Unfortunately when this happens it corrupts the forum database if someone is posting at the time.
So I have to manually do a database repair to correct it.
Incident 1
Date: Tuesday 10th September
Time: Morning
VPS Downtime: VPSs located on the Windows 2012 Cluster on SAN01 were offline for a period of 3-4 hours. During this time our mail server was also offline causing difficulties in responding to and receiving tickets which coupled with a very heavy phone load meant some users were unable to communicate with out staff.
Cause: The central licensing server for the SAN provided incorrect activation expiry details which saw one of our SANs inexplicably fail to renew it's license automatically. This took some time to sort out as it involved overseas contact. This issue has been resolved permanently and will not reoccur. Future Preventative Action: Our immediate action involved ensuring with the SAN provider that this could not happen again and modifying our license/activation structure accordingly in conjunction with them.
Incident 2
Date: Wednesday 11th September
Time: 11:40pm-12:15am & 1:30am
VPS Downtime: VPSs located on the Windows 2012 Cluster (across all SANs) were offline for a short period of time ranging from 5 minutes to 35 minutes. All VPSs located on the Windows 2012 Cluster were restarted as a result.
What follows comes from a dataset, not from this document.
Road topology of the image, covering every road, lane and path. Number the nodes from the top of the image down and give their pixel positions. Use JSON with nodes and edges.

Cause: The virtualization system began throwing errors on some nodes, this snowballed and caused issues for a number of VPSs that were in a hung state. We needed to restart the virtualization system to restore all services quickly. Future Preventative Action: Due to the initial problem occurring we installed the latest hotfix provided by Microsoft, this also caused a reoccurrence of the issue while the patches were being installed. This was scheduled to be installed later in September, and hadn't been done earlier due to the relative stability of the virtualization system since the last issues caused by this problem. As a result of a reoccurence we have installed the hotfix across all nodes which according to Microsoft should prevent this problem reoccurring.
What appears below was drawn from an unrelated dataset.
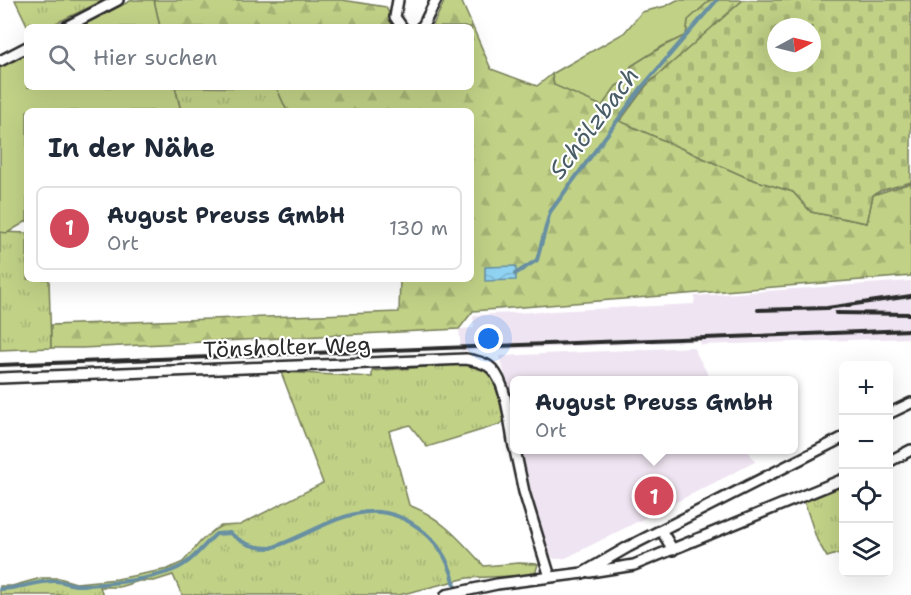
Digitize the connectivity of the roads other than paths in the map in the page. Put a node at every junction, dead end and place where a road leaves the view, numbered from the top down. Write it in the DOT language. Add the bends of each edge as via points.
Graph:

General Information - Virtualization
We have identified for some time that the virtualization system under 2012 has not been as stable as our 2008 cluster, and we believe we adopted the technology on a broad scale too early. However, MS has given assurances that as of the latest hotfix there are no continuing known issues that should cause the same ongoing problem. However, we are very soon shifting to a model offered by our Australian competitors for our standard VPS products. This will involve individual servers rather than clustered failover (as the issues with the virtualization system as well as other problems have all been related to either SAN or the clustering system). These servers will also include 100% RAID 10 local SSD storage so in effect will also offer faster disk access. We expect to be offering this within 30 days and the launch will coincide with a new look website. We will still offering failover clustering as a separate product. Existing clients will not be moved unless they request a move after the new systems are online and our internal services integration completed. We will be assessing our 2012 cluster now that the new hotfix has been installed to determine it's stability before making any further decisions which would affect existing VPSs.
Regards peterp